We have a 69 RAIII auto T/A that left for Mecum today, and another 69 RA4 4 speed that was supposed to go but the owner changed his mind at the last minute. I was told there is going to be a 69 RA4 convertible T/A there as well but i didn't build that one.


----------



## PontiacJim (Dec 29, 2012)

Buguy said:


> I had a Yukon for 10 years and the engine went untouched complete besides oil changes for the entire time. Not something i can say about any old car i have had. I also didn't have a team of engineers designing it and a team of master builders doing the work on them so.... Whatever that means! I honestly don't think i could go wrong with whatever i put in it. Both have good and bad about them.
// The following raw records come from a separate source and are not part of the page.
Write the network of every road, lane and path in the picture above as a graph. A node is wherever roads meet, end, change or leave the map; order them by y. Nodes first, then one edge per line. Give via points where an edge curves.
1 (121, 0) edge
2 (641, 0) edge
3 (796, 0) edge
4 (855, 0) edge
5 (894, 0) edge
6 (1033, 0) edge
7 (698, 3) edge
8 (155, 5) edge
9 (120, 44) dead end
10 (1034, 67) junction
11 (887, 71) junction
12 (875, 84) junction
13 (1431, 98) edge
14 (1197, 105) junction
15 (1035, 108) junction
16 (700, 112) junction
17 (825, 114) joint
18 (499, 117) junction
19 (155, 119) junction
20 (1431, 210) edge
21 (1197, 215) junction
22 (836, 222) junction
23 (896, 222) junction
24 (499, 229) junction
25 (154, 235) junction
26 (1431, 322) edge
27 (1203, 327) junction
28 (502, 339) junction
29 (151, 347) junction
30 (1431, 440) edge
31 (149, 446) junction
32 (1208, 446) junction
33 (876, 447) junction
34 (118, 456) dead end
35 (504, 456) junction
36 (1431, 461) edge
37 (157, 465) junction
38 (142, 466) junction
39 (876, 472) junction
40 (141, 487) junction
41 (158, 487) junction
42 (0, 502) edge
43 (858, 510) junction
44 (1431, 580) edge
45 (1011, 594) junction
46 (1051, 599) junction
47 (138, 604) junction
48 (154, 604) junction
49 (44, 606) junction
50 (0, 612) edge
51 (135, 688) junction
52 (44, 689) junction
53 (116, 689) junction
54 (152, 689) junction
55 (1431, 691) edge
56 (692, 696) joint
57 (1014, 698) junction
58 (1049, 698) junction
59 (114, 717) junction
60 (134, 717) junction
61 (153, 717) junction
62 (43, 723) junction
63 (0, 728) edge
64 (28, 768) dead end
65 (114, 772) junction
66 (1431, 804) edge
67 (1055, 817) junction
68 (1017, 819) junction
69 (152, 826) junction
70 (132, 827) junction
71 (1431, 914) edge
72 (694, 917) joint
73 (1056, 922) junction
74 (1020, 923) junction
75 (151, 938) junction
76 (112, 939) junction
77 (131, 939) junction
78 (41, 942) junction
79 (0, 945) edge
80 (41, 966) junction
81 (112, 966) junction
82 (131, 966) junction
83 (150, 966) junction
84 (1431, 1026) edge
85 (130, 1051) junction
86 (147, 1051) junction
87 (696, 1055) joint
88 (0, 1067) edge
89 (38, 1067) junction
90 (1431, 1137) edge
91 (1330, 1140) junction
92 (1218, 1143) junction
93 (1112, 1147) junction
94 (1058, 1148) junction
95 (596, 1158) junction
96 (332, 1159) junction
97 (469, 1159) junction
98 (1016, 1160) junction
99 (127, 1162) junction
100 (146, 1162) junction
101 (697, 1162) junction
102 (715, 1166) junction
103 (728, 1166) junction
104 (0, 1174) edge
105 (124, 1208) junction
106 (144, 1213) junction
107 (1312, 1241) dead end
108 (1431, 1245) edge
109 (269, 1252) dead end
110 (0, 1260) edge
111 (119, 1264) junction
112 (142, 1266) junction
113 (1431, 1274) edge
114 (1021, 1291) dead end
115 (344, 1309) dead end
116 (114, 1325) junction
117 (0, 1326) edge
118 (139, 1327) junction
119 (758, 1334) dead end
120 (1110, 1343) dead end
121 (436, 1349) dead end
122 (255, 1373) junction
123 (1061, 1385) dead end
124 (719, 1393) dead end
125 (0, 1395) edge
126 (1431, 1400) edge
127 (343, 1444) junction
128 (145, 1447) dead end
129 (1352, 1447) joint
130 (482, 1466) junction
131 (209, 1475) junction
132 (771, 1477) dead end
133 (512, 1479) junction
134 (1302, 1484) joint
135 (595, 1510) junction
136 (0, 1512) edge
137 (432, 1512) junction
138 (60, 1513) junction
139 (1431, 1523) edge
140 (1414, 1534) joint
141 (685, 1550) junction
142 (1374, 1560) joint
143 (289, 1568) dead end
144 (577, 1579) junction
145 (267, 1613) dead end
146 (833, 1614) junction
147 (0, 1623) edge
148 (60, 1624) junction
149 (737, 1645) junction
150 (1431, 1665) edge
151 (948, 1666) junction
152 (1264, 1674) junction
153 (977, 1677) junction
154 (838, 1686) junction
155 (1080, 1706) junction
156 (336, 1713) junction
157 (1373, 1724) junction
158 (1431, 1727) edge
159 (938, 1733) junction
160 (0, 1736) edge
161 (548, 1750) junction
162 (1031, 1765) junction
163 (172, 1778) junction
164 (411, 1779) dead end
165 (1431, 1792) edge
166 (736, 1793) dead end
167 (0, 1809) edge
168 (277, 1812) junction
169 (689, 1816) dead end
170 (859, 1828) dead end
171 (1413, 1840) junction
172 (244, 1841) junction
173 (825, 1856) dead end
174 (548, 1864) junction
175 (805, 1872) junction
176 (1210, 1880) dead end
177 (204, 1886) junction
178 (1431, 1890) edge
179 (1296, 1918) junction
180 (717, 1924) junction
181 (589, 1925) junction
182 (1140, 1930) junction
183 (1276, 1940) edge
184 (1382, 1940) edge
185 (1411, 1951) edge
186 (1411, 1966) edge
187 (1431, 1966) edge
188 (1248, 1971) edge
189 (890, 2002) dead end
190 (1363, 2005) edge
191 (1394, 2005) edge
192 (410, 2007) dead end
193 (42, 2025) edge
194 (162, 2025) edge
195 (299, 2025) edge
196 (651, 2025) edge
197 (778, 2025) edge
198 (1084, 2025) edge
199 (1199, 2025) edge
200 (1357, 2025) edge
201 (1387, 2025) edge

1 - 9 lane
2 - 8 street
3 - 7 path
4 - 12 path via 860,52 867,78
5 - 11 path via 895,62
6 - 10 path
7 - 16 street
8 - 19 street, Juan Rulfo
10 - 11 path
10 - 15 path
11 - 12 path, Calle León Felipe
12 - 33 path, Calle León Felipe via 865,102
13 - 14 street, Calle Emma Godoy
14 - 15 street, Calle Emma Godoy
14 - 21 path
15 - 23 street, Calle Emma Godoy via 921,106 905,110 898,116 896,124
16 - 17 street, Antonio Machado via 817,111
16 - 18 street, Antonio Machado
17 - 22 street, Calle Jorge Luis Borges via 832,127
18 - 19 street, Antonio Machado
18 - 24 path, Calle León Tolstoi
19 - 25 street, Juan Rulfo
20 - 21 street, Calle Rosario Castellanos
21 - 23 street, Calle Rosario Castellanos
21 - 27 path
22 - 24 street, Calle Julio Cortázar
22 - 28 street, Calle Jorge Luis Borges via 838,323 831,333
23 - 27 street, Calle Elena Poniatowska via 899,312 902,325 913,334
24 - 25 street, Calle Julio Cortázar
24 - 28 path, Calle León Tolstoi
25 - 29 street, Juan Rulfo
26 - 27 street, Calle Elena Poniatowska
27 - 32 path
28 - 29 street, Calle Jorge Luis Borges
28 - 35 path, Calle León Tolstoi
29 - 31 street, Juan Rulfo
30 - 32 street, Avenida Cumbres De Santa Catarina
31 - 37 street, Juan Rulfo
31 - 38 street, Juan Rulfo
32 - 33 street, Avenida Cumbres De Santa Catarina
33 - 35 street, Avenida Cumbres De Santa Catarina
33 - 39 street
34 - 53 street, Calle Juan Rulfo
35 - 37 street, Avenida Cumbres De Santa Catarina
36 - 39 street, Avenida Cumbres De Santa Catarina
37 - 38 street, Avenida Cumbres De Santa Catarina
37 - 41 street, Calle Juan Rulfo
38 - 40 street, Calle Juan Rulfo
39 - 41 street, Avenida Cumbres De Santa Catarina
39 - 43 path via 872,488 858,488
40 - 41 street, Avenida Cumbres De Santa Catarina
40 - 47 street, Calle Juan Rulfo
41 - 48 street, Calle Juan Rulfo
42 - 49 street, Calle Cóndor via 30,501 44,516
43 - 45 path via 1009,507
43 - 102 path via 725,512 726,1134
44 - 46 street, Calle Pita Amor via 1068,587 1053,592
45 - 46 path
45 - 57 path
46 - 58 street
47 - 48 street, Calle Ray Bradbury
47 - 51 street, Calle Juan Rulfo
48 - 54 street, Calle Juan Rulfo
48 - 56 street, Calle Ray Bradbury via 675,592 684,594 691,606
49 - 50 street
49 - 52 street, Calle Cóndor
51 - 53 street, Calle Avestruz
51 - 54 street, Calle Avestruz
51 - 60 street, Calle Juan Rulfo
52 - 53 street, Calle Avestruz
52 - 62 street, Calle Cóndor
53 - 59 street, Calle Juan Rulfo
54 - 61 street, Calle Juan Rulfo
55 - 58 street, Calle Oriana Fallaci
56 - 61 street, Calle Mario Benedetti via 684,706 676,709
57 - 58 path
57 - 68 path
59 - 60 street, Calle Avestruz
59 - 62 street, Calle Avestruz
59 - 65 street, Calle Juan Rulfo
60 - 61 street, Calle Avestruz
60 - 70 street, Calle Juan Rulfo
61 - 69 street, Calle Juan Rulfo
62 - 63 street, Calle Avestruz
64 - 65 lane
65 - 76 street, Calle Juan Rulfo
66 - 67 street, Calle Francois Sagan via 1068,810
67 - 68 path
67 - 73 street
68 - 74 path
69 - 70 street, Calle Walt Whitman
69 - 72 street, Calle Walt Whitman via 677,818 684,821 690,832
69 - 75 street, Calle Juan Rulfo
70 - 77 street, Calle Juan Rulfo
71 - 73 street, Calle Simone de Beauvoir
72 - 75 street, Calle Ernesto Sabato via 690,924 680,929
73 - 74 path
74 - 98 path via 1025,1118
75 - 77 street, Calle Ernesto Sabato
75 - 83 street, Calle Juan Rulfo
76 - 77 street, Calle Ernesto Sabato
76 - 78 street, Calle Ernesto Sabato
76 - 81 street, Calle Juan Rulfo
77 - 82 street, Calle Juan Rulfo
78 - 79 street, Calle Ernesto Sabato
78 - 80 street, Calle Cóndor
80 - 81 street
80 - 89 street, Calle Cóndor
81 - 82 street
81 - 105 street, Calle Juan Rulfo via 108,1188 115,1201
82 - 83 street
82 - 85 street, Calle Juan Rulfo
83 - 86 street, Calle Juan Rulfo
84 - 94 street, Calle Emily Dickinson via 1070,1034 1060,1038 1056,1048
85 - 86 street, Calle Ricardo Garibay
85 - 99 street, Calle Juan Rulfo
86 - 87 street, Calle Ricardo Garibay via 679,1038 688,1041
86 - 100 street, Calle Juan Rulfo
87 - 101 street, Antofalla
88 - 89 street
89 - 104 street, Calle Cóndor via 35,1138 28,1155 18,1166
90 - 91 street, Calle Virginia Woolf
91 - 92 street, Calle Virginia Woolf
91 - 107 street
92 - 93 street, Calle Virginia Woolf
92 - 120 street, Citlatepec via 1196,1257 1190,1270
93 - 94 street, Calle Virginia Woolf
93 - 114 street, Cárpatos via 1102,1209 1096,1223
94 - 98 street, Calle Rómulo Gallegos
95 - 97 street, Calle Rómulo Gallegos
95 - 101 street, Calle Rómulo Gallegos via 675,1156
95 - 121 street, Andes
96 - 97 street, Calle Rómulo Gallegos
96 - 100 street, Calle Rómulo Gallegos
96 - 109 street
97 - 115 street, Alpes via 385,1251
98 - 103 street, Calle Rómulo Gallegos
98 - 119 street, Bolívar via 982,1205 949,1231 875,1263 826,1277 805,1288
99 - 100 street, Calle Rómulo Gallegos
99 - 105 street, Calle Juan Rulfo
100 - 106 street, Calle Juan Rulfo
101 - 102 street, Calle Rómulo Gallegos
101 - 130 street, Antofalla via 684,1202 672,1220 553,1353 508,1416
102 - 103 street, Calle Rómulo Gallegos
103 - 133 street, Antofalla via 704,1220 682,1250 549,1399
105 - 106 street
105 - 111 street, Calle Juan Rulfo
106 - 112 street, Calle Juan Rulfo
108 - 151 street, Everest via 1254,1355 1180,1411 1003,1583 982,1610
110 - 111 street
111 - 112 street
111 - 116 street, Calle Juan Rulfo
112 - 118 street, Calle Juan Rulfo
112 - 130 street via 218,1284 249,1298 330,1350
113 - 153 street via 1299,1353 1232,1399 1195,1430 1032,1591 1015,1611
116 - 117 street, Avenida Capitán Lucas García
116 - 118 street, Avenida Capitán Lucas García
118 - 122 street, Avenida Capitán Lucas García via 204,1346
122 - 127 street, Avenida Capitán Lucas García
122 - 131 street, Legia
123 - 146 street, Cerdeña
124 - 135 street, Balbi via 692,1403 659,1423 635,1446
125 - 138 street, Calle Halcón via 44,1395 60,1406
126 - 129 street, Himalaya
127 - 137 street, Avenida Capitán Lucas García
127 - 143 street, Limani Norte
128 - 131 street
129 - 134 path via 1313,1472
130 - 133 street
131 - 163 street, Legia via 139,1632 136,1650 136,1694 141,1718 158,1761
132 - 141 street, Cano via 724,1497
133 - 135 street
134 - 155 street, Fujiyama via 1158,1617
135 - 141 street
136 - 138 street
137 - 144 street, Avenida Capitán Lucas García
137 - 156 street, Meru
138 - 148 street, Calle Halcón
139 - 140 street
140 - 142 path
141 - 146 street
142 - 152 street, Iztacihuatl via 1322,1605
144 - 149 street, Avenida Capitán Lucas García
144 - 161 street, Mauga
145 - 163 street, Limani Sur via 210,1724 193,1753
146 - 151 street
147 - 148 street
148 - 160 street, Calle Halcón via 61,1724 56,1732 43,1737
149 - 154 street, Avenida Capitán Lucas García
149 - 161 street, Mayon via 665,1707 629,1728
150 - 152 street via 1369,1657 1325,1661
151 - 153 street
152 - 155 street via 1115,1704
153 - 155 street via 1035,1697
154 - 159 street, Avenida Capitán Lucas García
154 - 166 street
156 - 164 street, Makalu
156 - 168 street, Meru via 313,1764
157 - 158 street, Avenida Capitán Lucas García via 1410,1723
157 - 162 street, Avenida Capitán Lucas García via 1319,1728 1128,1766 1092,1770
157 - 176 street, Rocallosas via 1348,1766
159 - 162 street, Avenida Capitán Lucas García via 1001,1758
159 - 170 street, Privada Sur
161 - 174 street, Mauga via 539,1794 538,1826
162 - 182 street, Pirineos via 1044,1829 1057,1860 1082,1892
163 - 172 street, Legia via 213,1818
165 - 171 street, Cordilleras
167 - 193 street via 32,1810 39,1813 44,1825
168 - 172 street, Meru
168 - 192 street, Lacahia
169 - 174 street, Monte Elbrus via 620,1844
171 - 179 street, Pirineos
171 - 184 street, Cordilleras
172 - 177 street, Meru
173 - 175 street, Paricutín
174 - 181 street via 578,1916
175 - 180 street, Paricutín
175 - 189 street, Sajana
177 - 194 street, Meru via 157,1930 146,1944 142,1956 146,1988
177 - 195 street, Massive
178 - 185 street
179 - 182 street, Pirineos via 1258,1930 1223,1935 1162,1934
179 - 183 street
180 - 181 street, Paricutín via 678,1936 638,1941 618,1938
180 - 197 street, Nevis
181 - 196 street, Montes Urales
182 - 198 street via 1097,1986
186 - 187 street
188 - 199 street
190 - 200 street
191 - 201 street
It boils down to personal choice WHEN it is your vehicle. Did you smoke the tires regularly on the Yukon? Take it to the drags? Run other cars from a stop light? Wind the engine out to 6K manually shifting the automatic?

You have to look at the vehicle and how it will be driven. There are those who won't RPM their Pontiacs past 5K. Automatics are far more easier on the drivetrain that a 4-speed - and those are many of the cars that still have their original engines. The "older" cars were never designed or intended to go the mileage that most cars of today can go - 100,000 miles was pretty good if the body/frame had not rotted out from underneath you, but often they were worn out at 80K, But, they did not cost what the vehicles of to day do even if you take into account the difference of inflation - dollars then versus dollars now. You didn't have to get a 7 year loan like today to pay the thing off.

Nothing wrong with the "old" engines, and I don't see a "reliability" issue either. The reliability issue is more about all the modifications many of us like to add to boost HP above and beyond what the factory ever intended it to be. Build a stock low compression (9.0 or less), keep RPM's down, don't beat the snot out of it, put an automatic behind it, and change oil/filter regularly, tune it up regularly, and it'll be extremely reliable.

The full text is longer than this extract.